Pis : selon des chiffres parfaitement crédibles révélés par Amnesty International, ONG reconnue pour ses activités en faveur des droits de l’homme, 1.224 personnes (1.213 hommes et 11 femmes) se sont vues ôter tout aussi honteusement la vie, aux Etats-Unis, depuis la reprise, en 1977, des exécutions judiciaires ! Non moins choquant et révoltant, pour une raison normalement constituée, 38 personnes, dont deux en Virginie, y ont déjà été exécutées, dans le silence le plus complet et l’anonymat le plus effroyable, pour cette seule année 2010 : triste et indigne record macabre, au-dessus même de celui de la très contestée et arbitraire République islamique d’Iran et battu par la seule et peut- être encore plus dictatoriale Chine !
Certes, à l’heure où je vous écris ces mots, la pauvre Teresa Lewis, pour laquelle nous avons été malheureusement moins prompts à nous battre, en Occident, pour lui sauver la vie (mea culpa !), est-elle peut-être déjà morte elle aussi, lâchement assassinée par vos bourreaux mêmes.
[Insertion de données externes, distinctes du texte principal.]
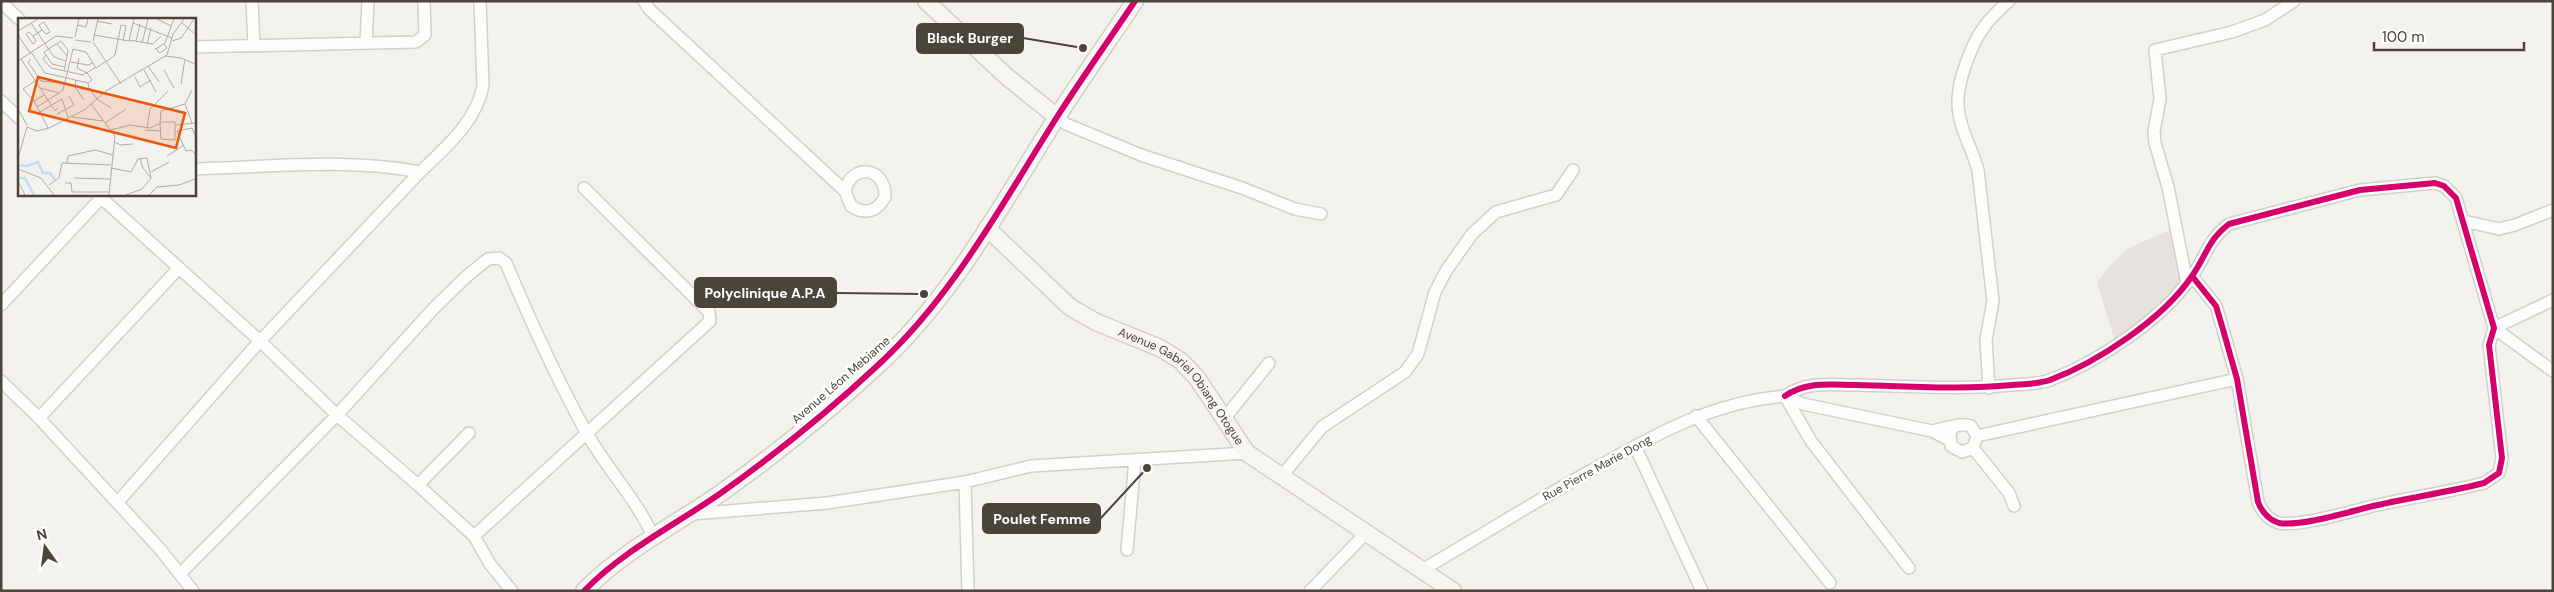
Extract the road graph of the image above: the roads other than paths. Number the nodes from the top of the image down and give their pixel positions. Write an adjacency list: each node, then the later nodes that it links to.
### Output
1 (252, 1): 13 (street)
2 (368, 1): 12 (street)
3 (424, 1): 12 (street)
4 (480, 1): 20 (street)
5 (644, 1): 22 (street)
6 (926, 1): 17 (street)
7 (1135, 1): 17 (street, Avenue Léon Mebiame)
8 (2008, 1): 38 (street)
9 (2294, 1): 29 (street)
10 (1, 2): 11 (street)
11 (18, 18)
12 (366, 42): 13 (street)
13 (254, 45): 14 (street)
14 (195, 47)
15 (1, 101): 16 (street)
16 (18, 117)
17 (1057, 117): 25 (street); 27 (street, Avenue Léon Mebiame)
18 (195, 169): 20 (street)
19 (1573, 170): 54 (street)
20 (420, 172): 33 (street)
21 (584, 188): 46 (street)
22 (845, 191)
23 (99, 196): 28 (street); 31 (street)
24 (2553, 210): 26 (street)
25 (1321, 214)
26 (2464, 221): 29 (street); 32 (street)
27 (987, 228): 43 (street, Avenue Gabriel Obiang Otogue); 59 (street, Avenue Léon Mebiame)
28 (178, 269): 33 (street); 42 (street)
29 (2189, 280): 36 (street); 38 (street)
30 (2553, 300): 32 (street)
31 (1, 305)
32 (2494, 328): 35 (street); 36 (street)
33 (260, 341): 40 (street); 57 (street)
34 (1269, 364): 43 (street)
35 (2553, 371)
36 (2237, 379): 48 (street)
37 (1, 381): 42 (street)
38 (1989, 388): 39 (street)
39 (1784, 396): 41 (street, Rue Pierre Marie Dong); 45 (street); 64 (street)
40 (337, 415): 46 (street); 56 (street); 66 (street)
41 (1696, 416): 50 (street, Rue Pierre Marie Dong); 67 (street)
42 (39, 418): 57 (street)
43 (1224, 419): 52 (street, Avenue Gabriel Obiang Otogue)
44 (1953, 428): 45 (street); 48 (street); 49 (street)
45 (1932, 431): 49 (street)
46 (586, 432): 61 (street); 62 (street)
47 (469, 433): 56 (street)
48 (1977, 436): 51 (street)
49 (1949, 440): 51 (street)
50 (1635, 446): 65 (street, Rue Pierre Marie Dong); 74 (street)
51 (1973, 448): 58 (street)
52 (1247, 453): 53 (street); 54 (street, Avenue Gabriel Obiang Otogue)
53 (1135, 460): 55 (street); 63 (street)
54 (1280, 477): 60 (street, Avenue Gabriel Obiang Otogue)
55 (965, 482): 59 (street); 71 (street)
56 (418, 485): 61 (street)
57 (117, 503): 66 (street)
58 (2014, 506)
59 (690, 514): 62 (street, Avenue Léon Mebiame)
60 (1367, 532): 65 (street, Avenue Gabriel Obiang Otogue); 72 (street)
61 (474, 536): 69 (street)
62 (653, 536): 70 (street, Avenue Léon Mebiame)
63 (1127, 550)
64 (1909, 568)
65 (1422, 570): 73 (street, Avenue Gabriel Obiang Otogue)
66 (180, 574): 68 (street)
67 (1830, 583)
68 (193, 591)
69 (512, 591)
70 (584, 591)
71 (968, 591)
72 (1310, 591)
73 (1453, 591)
74 (1702, 591)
Mais sachez néanmoins, cher Barack Obama, qu’à cet appel pressant s’associent - j’en suis sûr - des millions d’autres hommes et femmes de bonne volonté de par le monde démocratique !
Ainsi, cher Président, telle est donc notre requête aujourd’hui : battez vous, du haut de votre pouvoir suprême tout autant que de votre autorité morale, pour libérer du châtiment le plus atroce qui soit tous vos concitoyens prisonniers eux aussi, dispersés dans vos sordides pénitenciers, du couloir de la mort. C’est là, après la bataille contre l’esclavage tout autant que le combat contre l’apartheid, auxquels vos propres et admirables ancêtres se sont livrés avec tant de courage, la prochaine grande cause sur laquelle se mobiliser dans les Etats-Unis d’Amérique.
Davantage : peut-être, ainsi, mériterez-vous vraiment ce prix Nobel de la paix dont, nanti de la beauté vos seuls discours théoriques mais somme toute suivi d’assez peu d’effets pratiques, vous avez été un peu trop vite honoré !
* Philosophe, écrivain, promoteur de la « lettre ouverte aux autorités iraniennes » en défense de Sakineh : pétition ayant recueilli jusqu’à présent, en un mois, 150.000 signatures.